■ The data
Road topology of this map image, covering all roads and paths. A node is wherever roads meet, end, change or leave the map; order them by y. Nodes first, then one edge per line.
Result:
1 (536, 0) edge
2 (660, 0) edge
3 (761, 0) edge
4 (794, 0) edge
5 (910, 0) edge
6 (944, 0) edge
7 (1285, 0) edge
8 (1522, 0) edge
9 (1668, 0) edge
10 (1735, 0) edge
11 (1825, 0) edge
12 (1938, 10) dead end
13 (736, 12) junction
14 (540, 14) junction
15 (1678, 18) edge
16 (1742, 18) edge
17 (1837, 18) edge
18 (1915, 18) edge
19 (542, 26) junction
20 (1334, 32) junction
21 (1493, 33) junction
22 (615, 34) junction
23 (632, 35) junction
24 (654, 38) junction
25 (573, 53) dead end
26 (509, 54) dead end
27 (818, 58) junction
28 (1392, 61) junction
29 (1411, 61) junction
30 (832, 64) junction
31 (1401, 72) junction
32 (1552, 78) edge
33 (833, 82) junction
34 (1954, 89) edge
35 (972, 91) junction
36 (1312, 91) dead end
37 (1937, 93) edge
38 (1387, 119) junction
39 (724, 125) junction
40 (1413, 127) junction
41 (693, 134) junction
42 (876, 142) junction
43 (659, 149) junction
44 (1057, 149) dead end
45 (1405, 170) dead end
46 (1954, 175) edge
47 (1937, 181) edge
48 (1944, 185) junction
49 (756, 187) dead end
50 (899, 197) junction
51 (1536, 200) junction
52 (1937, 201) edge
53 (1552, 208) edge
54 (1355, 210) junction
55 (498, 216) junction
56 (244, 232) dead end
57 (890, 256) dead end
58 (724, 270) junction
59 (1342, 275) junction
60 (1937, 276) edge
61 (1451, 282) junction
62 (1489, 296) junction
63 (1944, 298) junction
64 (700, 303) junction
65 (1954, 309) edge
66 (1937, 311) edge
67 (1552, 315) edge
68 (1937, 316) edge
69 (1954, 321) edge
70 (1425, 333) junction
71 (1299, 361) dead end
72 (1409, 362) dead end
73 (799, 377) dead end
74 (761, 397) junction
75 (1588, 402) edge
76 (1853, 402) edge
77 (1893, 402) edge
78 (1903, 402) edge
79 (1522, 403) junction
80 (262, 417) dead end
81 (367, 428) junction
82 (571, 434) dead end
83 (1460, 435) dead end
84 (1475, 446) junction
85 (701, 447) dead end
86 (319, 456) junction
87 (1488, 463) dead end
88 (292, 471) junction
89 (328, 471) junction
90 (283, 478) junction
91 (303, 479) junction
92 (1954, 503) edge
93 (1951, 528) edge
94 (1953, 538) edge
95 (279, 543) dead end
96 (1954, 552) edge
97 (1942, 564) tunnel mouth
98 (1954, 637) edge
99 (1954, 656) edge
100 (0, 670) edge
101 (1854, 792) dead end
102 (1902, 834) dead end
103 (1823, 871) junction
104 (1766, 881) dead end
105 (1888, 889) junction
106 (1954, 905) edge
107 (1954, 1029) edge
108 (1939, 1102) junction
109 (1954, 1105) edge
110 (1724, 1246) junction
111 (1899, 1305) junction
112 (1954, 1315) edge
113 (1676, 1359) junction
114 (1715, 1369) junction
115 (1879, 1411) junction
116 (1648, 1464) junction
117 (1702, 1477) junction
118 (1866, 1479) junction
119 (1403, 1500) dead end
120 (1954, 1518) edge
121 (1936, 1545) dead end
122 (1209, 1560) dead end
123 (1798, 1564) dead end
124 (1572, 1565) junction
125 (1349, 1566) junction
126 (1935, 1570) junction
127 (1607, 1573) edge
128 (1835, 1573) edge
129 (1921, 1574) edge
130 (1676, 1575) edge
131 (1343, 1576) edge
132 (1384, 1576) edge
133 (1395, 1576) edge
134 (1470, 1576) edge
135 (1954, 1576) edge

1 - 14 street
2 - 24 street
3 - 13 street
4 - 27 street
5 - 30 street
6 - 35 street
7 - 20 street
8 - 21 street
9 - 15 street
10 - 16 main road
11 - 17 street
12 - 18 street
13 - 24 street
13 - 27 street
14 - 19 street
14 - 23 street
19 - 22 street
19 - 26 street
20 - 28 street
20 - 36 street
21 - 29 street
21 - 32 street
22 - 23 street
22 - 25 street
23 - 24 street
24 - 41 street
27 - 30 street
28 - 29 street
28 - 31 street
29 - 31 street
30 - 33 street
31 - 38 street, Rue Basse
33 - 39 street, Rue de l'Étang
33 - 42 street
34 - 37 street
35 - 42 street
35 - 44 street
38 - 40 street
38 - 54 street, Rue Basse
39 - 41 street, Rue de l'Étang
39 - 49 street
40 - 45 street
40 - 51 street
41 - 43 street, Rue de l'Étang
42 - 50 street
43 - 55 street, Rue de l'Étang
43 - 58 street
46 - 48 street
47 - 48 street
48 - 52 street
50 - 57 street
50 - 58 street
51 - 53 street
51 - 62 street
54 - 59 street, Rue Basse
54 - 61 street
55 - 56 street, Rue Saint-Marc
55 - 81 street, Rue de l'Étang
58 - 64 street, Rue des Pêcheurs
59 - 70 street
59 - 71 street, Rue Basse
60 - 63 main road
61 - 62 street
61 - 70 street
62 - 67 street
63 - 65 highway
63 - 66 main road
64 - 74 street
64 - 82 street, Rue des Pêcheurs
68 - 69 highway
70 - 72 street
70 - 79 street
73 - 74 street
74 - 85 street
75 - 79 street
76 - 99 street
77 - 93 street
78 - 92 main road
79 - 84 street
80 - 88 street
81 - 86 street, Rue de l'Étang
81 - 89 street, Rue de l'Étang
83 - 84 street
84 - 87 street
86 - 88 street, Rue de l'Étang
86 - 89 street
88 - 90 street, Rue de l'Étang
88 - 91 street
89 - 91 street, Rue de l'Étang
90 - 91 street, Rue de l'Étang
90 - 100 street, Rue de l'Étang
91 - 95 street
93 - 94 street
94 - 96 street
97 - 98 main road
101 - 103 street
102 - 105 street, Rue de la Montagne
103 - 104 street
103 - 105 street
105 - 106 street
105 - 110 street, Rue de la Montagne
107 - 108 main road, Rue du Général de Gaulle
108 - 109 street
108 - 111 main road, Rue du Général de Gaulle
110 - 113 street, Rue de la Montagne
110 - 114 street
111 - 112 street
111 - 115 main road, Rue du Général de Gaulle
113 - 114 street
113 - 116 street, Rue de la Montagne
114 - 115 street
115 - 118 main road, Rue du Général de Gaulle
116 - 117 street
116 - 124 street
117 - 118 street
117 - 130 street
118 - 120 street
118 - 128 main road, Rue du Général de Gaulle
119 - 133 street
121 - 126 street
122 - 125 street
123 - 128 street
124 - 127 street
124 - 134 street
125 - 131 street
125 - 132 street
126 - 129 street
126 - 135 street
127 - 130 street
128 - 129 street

■ Your instructions
Every line of the material above must be set down again exactly.

■ Solution
Road topology of this map image, covering all roads and paths. A node is wherever roads meet, end, change or leave the map; order them by y. Nodes first, then one edge per line.
Result:
1 (536, 0) edge
2 (660, 0) edge
3 (761, 0) edge
4 (794, 0) edge
5 (910, 0) edge
6 (944, 0) edge
7 (1285, 0) edge
8 (1522, 0) edge
9 (1668, 0) edge
10 (1735, 0) edge
11 (1825, 0) edge
12 (1938, 10) dead end
13 (736, 12) junction
14 (540, 14) junction
15 (1678, 18) edge
16 (1742, 18) edge
17 (1837, 18) edge
18 (1915, 18) edge
19 (542, 26) junction
20 (1334, 32) junction
21 (1493, 33) junction
22 (615, 34) junction
23 (632, 35) junction
24 (654, 38) junction
25 (573, 53) dead end
26 (509, 54) dead end
27 (818, 58) junction
28 (1392, 61) junction
29 (1411, 61) junction
30 (832, 64) junction
31 (1401, 72) junction
32 (1552, 78) edge
33 (833, 82) junction
34 (1954, 89) edge
35 (972, 91) junction
36 (1312, 91) dead end
37 (1937, 93) edge
38 (1387, 119) junction
39 (724, 125) junction
40 (1413, 127) junction
41 (693, 134) junction
42 (876, 142) junction
43 (659, 149) junction
44 (1057, 149) dead end
45 (1405, 170) dead end
46 (1954, 175) edge
47 (1937, 181) edge
48 (1944, 185) junction
49 (756, 187) dead end
50 (899, 197) junction
51 (1536, 200) junction
52 (1937, 201) edge
53 (1552, 208) edge
54 (1355, 210) junction
55 (498, 216) junction
56 (244, 232) dead end
57 (890, 256) dead end
58 (724, 270) junction
59 (1342, 275) junction
60 (1937, 276) edge
61 (1451, 282) junction
62 (1489, 296) junction
63 (1944, 298) junction
64 (700, 303) junction
65 (1954, 309) edge
66 (1937, 311) edge
67 (1552, 315) edge
68 (1937, 316) edge
69 (1954, 321) edge
70 (1425, 333) junction
71 (1299, 361) dead end
72 (1409, 362) dead end
73 (799, 377) dead end
74 (761, 397) junction
75 (1588, 402) edge
76 (1853, 402) edge
77 (1893, 402) edge
78 (1903, 402) edge
79 (1522, 403) junction
80 (262, 417) dead end
81 (367, 428) junction
82 (571, 434) dead end
83 (1460, 435) dead end
84 (1475, 446) junction
85 (701, 447) dead end
86 (319, 456) junction
87 (1488, 463) dead end
88 (292, 471) junction
89 (328, 471) junction
90 (283, 478) junction
91 (303, 479) junction
92 (1954, 503) edge
93 (1951, 528) edge
94 (1953, 538) edge
95 (279, 543) dead end
96 (1954, 552) edge
97 (1942, 564) tunnel mouth
98 (1954, 637) edge
99 (1954, 656) edge
100 (0, 670) edge
101 (1854, 792) dead end
102 (1902, 834) dead end
103 (1823, 871) junction
104 (1766, 881) dead end
105 (1888, 889) junction
106 (1954, 905) edge
107 (1954, 1029) edge
108 (1939, 1102) junction
109 (1954, 1105) edge
110 (1724, 1246) junction
111 (1899, 1305) junction
112 (1954, 1315) edge
113 (1676, 1359) junction
114 (1715, 1369) junction
115 (1879, 1411) junction
116 (1648, 1464) junction
117 (1702, 1477) junction
118 (1866, 1479) junction
119 (1403, 1500) dead end
120 (1954, 1518) edge
121 (1936, 1545) dead end
122 (1209, 1560) dead end
123 (1798, 1564) dead end
124 (1572, 1565) junction
125 (1349, 1566) junction
126 (1935, 1570) junction
127 (1607, 1573) edge
128 (1835, 1573) edge
129 (1921, 1574) edge
130 (1676, 1575) edge
131 (1343, 1576) edge
132 (1384, 1576) edge
133 (1395, 1576) edge
134 (1470, 1576) edge
135 (1954, 1576) edge

1 - 14 street
2 - 24 street
3 - 13 street
4 - 27 street
5 - 30 street
6 - 35 street
7 - 20 street
8 - 21 street
9 - 15 street
10 - 16 main road
11 - 17 street
12 - 18 street
13 - 24 street
13 - 27 street
14 - 19 street
14 - 23 street
19 - 22 street
19 - 26 street
20 - 28 street
20 - 36 street
21 - 29 street
21 - 32 street
22 - 23 street
22 - 25 street
23 - 24 street
24 - 41 street
27 - 30 street
28 - 29 street
28 - 31 street
29 - 31 street
30 - 33 street
31 - 38 street, Rue Basse
33 - 39 street, Rue de l'Étang
33 - 42 street
34 - 37 street
35 - 42 street
35 - 44 street
38 - 40 street
38 - 54 street, Rue Basse
39 - 41 street, Rue de l'Étang
39 - 49 street
40 - 45 street
40 - 51 street
41 - 43 street, Rue de l'Étang
42 - 50 street
43 - 55 street, Rue de l'Étang
43 - 58 street
46 - 48 street
47 - 48 street
48 - 52 street
50 - 57 street
50 - 58 street
51 - 53 street
51 - 62 street
54 - 59 street, Rue Basse
54 - 61 street
55 - 56 street, Rue Saint-Marc
55 - 81 street, Rue de l'Étang
58 - 64 street, Rue des Pêcheurs
59 - 70 street
59 - 71 street, Rue Basse
60 - 63 main road
61 - 62 street
61 - 70 street
62 - 67 street
63 - 65 highway
63 - 66 main road
64 - 74 street
64 - 82 street, Rue des Pêcheurs
68 - 69 highway
70 - 72 street
70 - 79 street
73 - 74 street
74 - 85 street
75 - 79 street
76 - 99 street
77 - 93 street
78 - 92 main road
79 - 84 street
80 - 88 street
81 - 86 street, Rue de l'Étang
81 - 89 street, Rue de l'Étang
83 - 84 street
84 - 87 street
86 - 88 street, Rue de l'Étang
86 - 89 street
88 - 90 street, Rue de l'Étang
88 - 91 street
89 - 91 street, Rue de l'Étang
90 - 91 street, Rue de l'Étang
90 - 100 street, Rue de l'Étang
91 - 95 street
93 - 94 street
94 - 96 street
97 - 98 main road
101 - 103 street
102 - 105 street, Rue de la Montagne
103 - 104 street
103 - 105 street
105 - 106 street
105 - 110 street, Rue de la Montagne
107 - 108 main road, Rue du Général de Gaulle
108 - 109 street
108 - 111 main road, Rue du Général de Gaulle
110 - 113 street, Rue de la Montagne
110 - 114 street
111 - 112 street
111 - 115 main road, Rue du Général de Gaulle
113 - 114 street
113 - 116 street, Rue de la Montagne
114 - 115 street
115 - 118 main road, Rue du Général de Gaulle
116 - 117 street
116 - 124 street
117 - 118 street
117 - 130 street
118 - 120 street
118 - 128 main road, Rue du Général de Gaulle
119 - 133 street
121 - 126 street
122 - 125 street
123 - 128 street
124 - 127 street
124 - 134 street
125 - 131 street
125 - 132 street
126 - 129 street
126 - 135 street
127 - 130 street
128 - 129 street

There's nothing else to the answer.